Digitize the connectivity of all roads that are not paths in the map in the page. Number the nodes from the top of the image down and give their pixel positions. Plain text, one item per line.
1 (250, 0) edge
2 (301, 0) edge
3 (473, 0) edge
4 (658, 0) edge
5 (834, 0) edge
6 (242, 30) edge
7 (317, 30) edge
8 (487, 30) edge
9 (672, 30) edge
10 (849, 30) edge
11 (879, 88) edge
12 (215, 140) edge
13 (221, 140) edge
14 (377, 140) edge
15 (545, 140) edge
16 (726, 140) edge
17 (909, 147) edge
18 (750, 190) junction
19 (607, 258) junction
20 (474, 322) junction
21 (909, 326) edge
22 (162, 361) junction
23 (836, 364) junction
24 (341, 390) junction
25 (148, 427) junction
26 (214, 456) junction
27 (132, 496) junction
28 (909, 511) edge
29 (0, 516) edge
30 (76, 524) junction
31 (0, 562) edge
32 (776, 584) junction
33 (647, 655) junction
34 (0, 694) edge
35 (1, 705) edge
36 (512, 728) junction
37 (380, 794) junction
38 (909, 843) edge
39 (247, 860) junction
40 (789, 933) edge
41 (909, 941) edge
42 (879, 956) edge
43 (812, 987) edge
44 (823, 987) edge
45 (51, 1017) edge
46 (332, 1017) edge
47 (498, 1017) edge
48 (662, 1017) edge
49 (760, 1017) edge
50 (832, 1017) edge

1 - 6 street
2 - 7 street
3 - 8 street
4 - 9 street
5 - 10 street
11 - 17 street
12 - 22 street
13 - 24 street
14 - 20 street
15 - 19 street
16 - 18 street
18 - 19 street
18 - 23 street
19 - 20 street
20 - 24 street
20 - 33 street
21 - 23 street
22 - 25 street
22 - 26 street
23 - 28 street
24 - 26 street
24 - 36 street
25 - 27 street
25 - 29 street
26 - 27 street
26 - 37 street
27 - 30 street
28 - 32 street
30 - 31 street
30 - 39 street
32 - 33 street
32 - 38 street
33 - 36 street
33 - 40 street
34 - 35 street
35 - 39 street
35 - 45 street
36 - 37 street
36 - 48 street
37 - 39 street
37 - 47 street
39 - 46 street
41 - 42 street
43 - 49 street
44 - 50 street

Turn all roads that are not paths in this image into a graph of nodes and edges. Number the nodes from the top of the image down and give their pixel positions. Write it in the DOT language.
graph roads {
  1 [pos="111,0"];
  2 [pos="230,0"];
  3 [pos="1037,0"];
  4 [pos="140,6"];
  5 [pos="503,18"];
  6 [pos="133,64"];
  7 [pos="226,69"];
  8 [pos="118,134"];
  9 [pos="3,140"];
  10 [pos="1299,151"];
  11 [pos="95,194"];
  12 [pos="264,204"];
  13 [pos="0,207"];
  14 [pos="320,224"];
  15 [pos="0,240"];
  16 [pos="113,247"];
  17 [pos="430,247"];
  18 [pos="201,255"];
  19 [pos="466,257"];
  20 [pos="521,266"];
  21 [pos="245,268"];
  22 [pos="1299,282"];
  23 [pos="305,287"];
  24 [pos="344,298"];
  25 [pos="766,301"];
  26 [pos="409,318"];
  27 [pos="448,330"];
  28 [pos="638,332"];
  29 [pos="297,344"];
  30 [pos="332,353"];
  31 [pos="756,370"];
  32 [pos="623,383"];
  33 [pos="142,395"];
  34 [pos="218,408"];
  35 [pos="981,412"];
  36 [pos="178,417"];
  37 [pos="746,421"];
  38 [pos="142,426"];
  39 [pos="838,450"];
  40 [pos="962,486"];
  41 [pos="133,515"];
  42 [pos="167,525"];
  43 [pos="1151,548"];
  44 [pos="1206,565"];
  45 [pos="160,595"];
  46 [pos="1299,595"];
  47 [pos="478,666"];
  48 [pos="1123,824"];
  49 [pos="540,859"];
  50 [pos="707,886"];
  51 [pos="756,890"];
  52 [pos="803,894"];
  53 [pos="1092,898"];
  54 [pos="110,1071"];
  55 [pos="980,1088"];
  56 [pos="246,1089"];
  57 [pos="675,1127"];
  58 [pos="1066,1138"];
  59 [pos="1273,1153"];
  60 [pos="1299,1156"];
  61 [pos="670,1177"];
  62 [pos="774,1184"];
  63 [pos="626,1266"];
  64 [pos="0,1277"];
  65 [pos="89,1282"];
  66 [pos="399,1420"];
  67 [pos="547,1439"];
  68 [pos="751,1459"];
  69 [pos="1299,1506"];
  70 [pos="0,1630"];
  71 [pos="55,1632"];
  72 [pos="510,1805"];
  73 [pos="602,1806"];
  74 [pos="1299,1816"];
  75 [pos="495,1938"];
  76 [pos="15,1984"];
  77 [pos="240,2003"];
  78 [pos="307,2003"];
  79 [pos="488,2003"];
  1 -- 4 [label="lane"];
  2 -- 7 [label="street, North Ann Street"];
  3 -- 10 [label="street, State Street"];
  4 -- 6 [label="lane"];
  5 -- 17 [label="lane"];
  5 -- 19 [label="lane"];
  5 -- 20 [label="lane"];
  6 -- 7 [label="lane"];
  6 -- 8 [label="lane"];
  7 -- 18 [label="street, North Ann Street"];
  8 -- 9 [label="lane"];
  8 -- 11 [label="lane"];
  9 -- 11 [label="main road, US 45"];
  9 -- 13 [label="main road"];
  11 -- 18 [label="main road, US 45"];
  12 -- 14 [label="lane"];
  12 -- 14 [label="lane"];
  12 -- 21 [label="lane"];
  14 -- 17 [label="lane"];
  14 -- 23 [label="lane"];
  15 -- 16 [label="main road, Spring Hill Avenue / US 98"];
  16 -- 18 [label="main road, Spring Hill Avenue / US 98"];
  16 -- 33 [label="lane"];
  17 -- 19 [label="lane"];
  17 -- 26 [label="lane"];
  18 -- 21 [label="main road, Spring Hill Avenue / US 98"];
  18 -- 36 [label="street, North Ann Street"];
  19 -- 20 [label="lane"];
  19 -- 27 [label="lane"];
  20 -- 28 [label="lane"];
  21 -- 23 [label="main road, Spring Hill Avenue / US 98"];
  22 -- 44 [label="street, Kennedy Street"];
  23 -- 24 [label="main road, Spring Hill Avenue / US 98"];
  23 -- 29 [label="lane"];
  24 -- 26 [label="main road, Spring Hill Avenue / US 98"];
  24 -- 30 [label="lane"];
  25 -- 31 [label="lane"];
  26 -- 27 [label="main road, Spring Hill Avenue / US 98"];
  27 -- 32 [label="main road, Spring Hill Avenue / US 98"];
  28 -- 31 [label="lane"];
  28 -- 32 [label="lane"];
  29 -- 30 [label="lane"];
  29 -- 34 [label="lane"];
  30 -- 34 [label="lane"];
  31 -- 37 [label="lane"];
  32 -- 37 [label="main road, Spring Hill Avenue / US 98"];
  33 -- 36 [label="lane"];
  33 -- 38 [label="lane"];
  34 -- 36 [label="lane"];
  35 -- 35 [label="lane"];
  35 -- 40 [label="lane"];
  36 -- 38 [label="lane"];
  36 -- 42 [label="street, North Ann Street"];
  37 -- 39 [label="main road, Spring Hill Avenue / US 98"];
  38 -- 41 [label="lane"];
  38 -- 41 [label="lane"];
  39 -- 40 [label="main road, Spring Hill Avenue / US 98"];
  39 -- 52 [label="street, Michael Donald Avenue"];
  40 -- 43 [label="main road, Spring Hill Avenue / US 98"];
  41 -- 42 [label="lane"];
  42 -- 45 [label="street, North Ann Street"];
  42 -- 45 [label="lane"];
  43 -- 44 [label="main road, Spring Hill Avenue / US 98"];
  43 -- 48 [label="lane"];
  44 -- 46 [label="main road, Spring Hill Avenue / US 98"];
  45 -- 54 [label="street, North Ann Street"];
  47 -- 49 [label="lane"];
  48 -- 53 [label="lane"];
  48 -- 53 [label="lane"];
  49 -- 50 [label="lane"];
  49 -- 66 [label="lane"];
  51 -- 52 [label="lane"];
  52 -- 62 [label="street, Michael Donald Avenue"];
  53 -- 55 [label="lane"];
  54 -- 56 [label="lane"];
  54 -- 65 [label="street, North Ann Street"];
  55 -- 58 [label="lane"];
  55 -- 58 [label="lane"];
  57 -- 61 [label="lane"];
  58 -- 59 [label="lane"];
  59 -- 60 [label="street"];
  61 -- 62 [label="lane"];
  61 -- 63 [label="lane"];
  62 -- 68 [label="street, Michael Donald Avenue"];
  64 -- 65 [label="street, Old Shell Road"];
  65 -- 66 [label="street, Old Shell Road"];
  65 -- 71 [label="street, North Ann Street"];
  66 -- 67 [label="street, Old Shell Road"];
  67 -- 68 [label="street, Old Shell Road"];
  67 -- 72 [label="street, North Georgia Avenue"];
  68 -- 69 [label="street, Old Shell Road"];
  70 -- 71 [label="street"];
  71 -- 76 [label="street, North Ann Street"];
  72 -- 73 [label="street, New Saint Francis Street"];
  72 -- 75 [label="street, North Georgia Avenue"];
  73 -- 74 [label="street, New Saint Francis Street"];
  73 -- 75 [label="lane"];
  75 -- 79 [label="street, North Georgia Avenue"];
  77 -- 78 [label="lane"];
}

────

* **Exercise details**:
Find the word "roads" in the entries. Copy each line that holds it.

* **Solution for this exercise**:
Digitize the connectivity of all roads that are not paths in the map in the page. Number the nodes from the top of the image down and give their pixel positions. Plain text, one item per line.
Turn all roads that are not paths in this image into a graph of nodes and edges. Number the nodes from the top of the image down and give their pixel positions. Write it in the DOT language.
graph roads {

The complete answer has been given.